- [Directions]:
Where a line of the data holds the word "place", copy that line.

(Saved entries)
++++++++

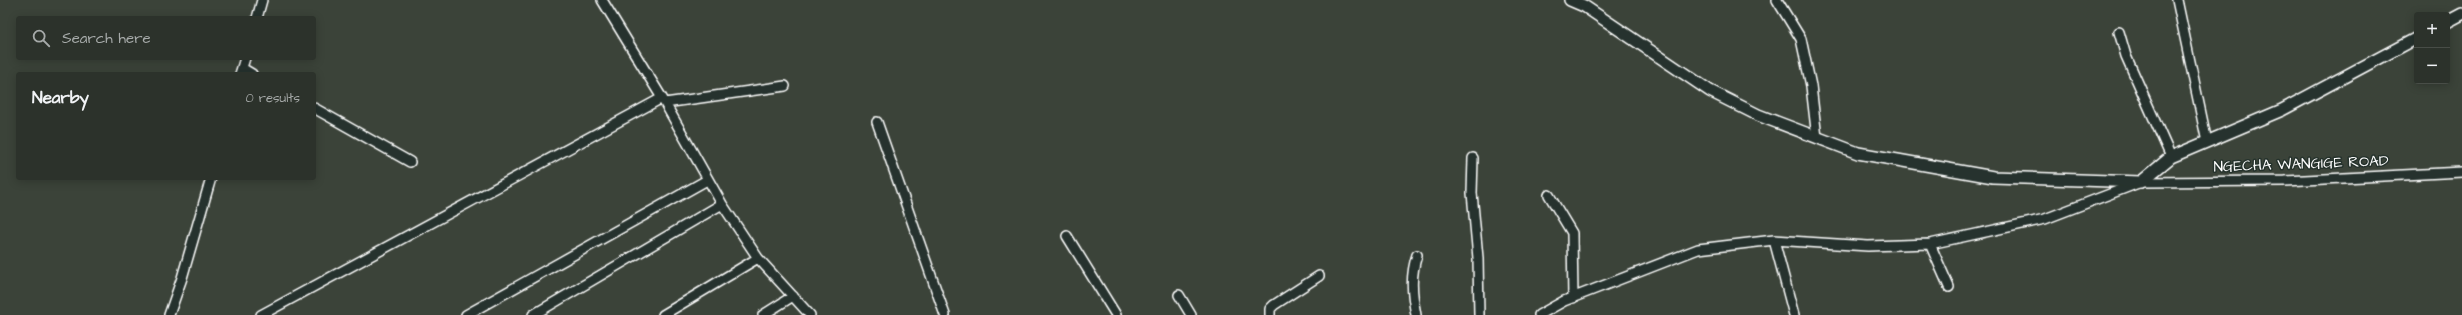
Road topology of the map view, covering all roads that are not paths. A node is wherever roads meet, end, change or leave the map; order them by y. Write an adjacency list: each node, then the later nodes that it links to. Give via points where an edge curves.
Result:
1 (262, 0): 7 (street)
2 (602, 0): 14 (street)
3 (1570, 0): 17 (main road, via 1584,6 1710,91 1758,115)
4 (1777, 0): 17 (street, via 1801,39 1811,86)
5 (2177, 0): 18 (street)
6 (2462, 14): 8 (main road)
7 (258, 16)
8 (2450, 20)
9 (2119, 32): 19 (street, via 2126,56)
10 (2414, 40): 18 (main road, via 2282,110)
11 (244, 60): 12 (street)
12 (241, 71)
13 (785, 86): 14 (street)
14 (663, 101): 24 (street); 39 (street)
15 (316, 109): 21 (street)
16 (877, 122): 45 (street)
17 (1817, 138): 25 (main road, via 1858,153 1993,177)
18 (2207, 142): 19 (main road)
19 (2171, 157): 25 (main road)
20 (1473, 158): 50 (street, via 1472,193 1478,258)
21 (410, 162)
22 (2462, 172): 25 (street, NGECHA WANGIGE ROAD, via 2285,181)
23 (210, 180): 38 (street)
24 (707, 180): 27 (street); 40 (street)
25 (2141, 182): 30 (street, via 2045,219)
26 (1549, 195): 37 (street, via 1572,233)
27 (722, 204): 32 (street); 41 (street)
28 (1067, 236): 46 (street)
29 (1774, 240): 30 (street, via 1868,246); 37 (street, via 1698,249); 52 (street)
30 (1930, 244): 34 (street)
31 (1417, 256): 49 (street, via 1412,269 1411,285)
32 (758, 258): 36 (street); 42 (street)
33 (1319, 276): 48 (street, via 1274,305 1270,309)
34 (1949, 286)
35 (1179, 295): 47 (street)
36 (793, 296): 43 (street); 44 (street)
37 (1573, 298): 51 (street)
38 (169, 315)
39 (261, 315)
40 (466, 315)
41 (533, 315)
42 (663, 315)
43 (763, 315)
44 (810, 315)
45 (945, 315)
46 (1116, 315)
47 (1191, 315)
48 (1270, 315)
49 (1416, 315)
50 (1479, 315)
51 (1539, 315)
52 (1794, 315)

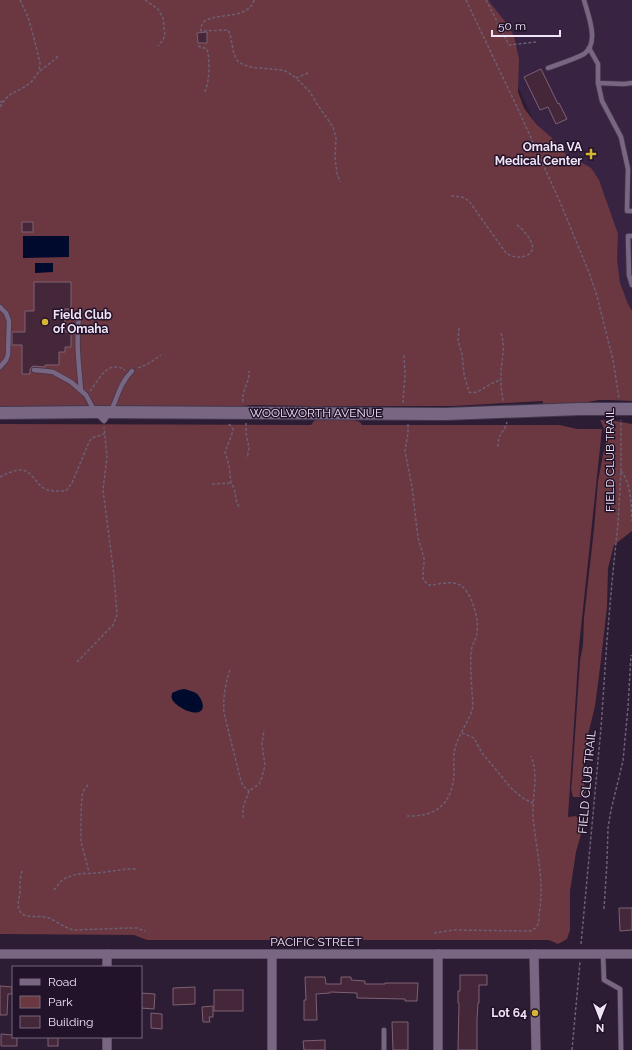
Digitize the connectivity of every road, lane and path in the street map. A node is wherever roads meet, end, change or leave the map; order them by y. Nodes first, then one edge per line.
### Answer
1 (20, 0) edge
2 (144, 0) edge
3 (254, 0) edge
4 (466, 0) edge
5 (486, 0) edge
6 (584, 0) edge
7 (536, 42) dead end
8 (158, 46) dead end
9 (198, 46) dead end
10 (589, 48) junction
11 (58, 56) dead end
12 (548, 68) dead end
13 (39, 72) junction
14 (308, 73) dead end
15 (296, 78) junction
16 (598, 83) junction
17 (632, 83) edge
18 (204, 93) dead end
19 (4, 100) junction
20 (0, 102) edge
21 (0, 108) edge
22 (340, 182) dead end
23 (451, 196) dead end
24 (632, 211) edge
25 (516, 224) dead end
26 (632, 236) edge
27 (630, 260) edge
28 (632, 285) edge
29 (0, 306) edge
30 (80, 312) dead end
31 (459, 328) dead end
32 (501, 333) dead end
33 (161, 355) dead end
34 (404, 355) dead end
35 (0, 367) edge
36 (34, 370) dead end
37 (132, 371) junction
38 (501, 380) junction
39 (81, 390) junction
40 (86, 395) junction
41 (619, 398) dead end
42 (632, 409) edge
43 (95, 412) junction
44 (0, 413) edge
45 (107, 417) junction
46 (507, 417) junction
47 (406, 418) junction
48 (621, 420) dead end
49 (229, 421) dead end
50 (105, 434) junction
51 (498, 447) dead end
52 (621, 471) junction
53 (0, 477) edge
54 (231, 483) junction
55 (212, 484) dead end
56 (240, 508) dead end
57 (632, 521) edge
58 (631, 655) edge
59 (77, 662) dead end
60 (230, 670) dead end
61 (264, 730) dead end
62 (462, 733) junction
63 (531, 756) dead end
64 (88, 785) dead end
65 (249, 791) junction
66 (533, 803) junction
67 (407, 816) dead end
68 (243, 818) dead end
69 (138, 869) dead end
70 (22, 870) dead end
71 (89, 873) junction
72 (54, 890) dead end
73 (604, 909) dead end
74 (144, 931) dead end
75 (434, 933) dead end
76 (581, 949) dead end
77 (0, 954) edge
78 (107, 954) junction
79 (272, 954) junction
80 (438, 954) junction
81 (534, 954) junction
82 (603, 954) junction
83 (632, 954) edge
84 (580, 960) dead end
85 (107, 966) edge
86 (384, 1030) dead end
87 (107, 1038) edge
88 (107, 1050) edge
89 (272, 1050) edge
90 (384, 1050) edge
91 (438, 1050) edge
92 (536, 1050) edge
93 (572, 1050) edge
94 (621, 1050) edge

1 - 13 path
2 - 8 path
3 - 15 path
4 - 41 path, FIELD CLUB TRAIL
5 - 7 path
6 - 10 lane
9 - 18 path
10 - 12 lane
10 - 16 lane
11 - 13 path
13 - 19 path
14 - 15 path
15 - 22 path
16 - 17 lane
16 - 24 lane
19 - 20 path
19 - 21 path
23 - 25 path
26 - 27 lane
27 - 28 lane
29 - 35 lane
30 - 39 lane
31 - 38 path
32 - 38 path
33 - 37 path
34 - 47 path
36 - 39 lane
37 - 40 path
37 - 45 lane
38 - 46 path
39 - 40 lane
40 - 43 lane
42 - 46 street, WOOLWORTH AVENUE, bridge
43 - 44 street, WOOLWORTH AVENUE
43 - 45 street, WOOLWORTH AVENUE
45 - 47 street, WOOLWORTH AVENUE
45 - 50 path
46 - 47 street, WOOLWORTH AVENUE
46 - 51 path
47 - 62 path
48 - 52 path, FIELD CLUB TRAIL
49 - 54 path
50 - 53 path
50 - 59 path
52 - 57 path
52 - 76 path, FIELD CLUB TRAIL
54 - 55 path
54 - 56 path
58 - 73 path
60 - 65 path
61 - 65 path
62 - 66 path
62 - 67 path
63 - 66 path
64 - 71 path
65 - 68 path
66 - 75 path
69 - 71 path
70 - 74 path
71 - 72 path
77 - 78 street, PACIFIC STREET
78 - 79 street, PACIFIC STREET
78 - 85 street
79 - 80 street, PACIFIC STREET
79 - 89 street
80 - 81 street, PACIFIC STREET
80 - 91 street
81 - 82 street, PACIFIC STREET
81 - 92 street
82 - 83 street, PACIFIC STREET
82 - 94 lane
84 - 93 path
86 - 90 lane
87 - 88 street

++++++++

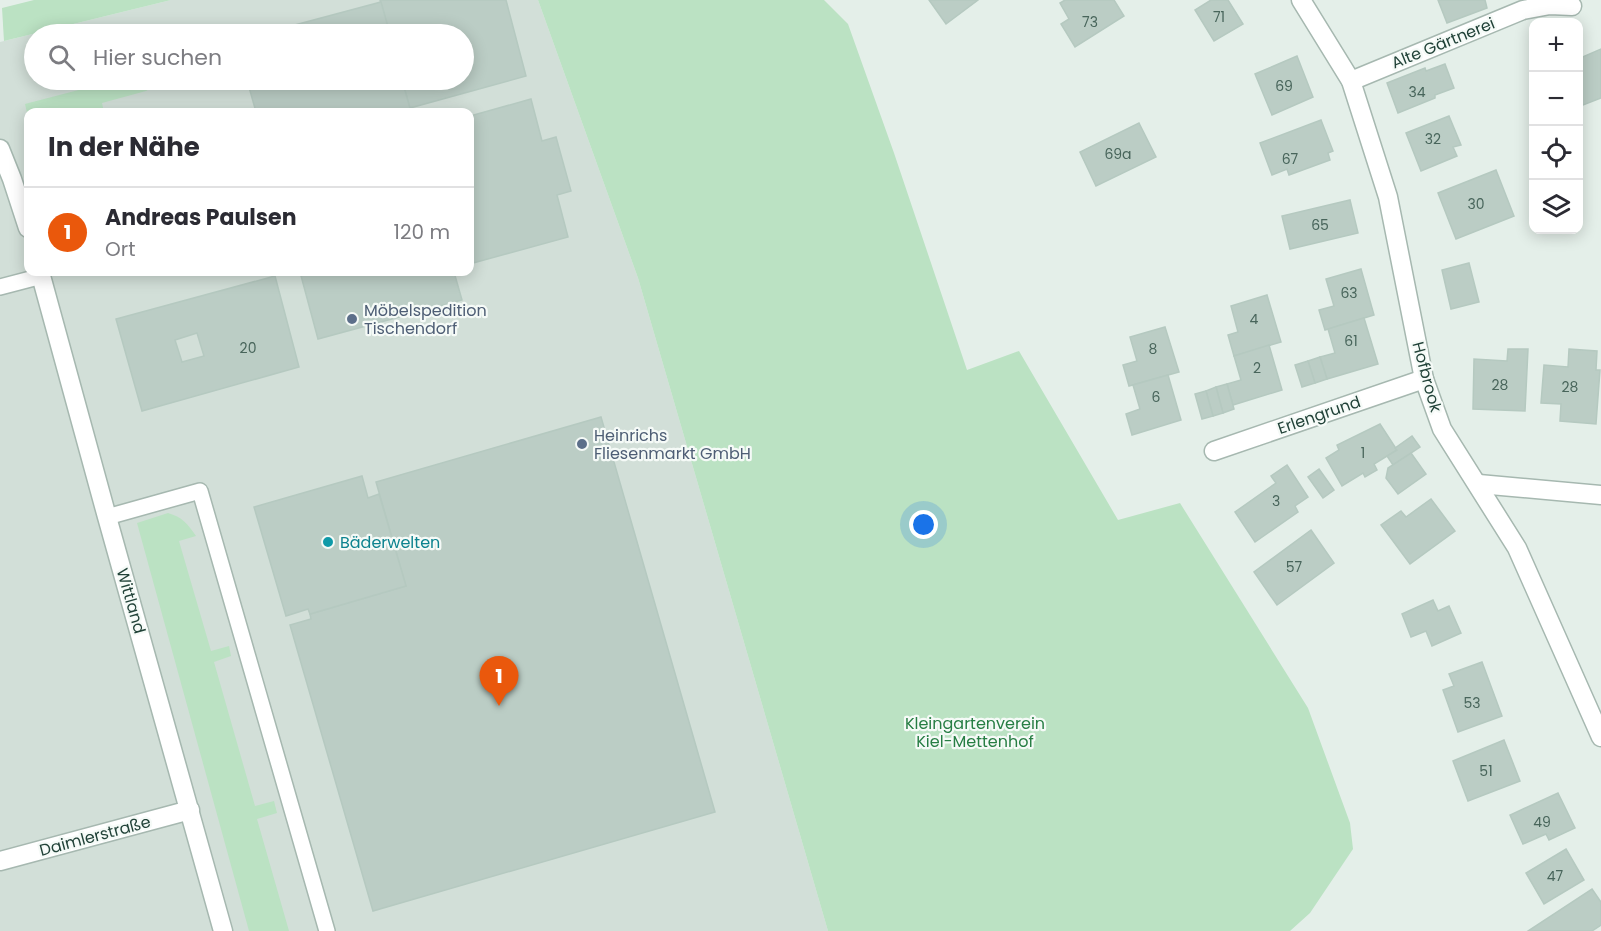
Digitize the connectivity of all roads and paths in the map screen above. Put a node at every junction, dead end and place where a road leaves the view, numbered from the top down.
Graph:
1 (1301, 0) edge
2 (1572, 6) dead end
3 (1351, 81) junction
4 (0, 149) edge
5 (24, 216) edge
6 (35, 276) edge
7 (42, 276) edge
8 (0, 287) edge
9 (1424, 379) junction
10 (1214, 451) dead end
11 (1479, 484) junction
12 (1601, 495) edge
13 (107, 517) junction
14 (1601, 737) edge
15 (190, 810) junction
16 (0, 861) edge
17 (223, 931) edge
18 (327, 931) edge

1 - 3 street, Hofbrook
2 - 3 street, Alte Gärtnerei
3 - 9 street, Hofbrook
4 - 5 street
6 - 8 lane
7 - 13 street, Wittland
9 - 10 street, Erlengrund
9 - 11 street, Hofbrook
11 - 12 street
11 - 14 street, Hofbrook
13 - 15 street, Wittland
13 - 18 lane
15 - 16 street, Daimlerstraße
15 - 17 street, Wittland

++++++++

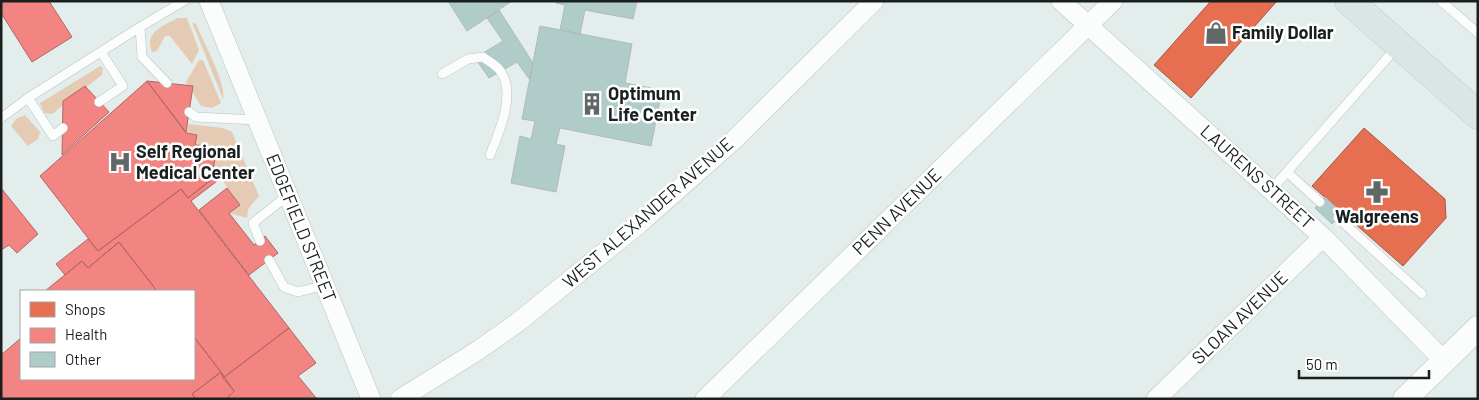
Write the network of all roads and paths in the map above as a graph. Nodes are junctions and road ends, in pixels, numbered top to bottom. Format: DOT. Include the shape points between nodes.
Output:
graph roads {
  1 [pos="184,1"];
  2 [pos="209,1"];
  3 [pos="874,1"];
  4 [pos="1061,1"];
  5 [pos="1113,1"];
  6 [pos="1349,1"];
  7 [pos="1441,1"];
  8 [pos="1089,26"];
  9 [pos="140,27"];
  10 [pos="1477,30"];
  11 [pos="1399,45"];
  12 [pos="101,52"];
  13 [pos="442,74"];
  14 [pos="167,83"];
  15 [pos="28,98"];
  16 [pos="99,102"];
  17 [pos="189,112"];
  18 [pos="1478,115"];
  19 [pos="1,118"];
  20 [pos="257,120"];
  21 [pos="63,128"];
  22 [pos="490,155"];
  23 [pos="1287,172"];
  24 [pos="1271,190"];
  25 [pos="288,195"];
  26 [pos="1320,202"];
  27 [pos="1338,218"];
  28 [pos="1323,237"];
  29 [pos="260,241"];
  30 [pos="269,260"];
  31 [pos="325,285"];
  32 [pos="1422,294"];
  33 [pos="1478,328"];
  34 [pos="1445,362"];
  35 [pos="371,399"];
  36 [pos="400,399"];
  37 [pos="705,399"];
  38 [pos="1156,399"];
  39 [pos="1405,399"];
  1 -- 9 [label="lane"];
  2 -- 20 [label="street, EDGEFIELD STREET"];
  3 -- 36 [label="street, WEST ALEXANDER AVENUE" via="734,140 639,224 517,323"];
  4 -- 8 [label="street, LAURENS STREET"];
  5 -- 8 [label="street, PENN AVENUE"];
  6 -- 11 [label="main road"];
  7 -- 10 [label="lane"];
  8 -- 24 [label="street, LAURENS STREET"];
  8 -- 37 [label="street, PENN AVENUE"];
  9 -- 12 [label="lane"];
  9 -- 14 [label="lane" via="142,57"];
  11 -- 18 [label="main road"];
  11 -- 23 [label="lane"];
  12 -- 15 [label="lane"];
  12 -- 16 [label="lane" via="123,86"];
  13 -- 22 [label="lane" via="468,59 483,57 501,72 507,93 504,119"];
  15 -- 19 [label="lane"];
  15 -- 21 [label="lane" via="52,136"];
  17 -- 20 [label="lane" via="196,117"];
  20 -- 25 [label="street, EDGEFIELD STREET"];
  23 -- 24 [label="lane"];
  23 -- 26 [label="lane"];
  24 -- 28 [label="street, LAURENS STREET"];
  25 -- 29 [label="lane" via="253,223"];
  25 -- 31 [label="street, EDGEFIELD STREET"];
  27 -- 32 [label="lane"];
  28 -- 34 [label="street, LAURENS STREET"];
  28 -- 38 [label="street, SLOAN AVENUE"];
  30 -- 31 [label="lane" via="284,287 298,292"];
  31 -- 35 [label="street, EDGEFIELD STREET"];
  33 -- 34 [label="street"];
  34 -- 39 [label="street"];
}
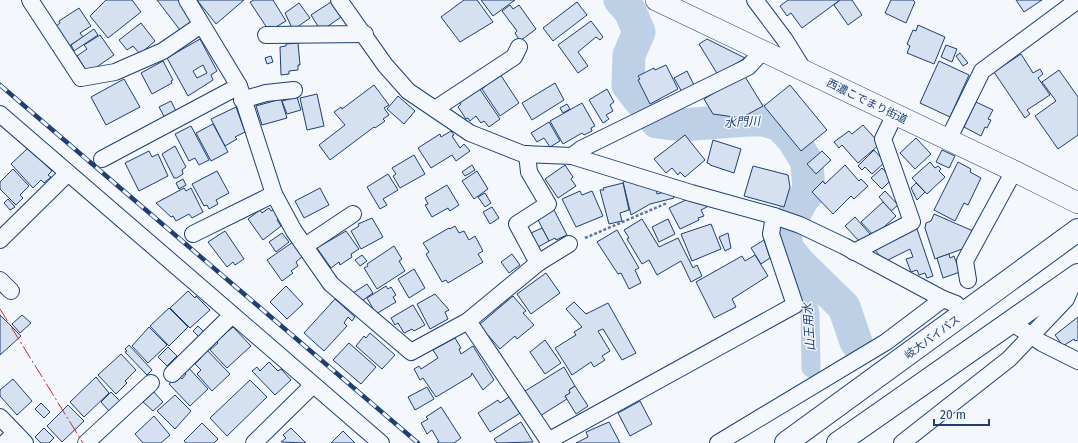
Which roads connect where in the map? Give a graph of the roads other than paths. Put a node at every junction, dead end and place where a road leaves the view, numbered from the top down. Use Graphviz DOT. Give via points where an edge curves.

++++++++

- [Response]:
Digitize the connectivity of all roads and paths in the map screen above. Put a node at every junction, dead end and place where a road leaves the view, numbered from the top down.
Which roads connect where in the map? Give a graph of the roads other than paths. Put a node at every junction, dead end and place where a road leaves the view, numbered from the top down. Use Graphviz DOT. Give via points where an edge curves.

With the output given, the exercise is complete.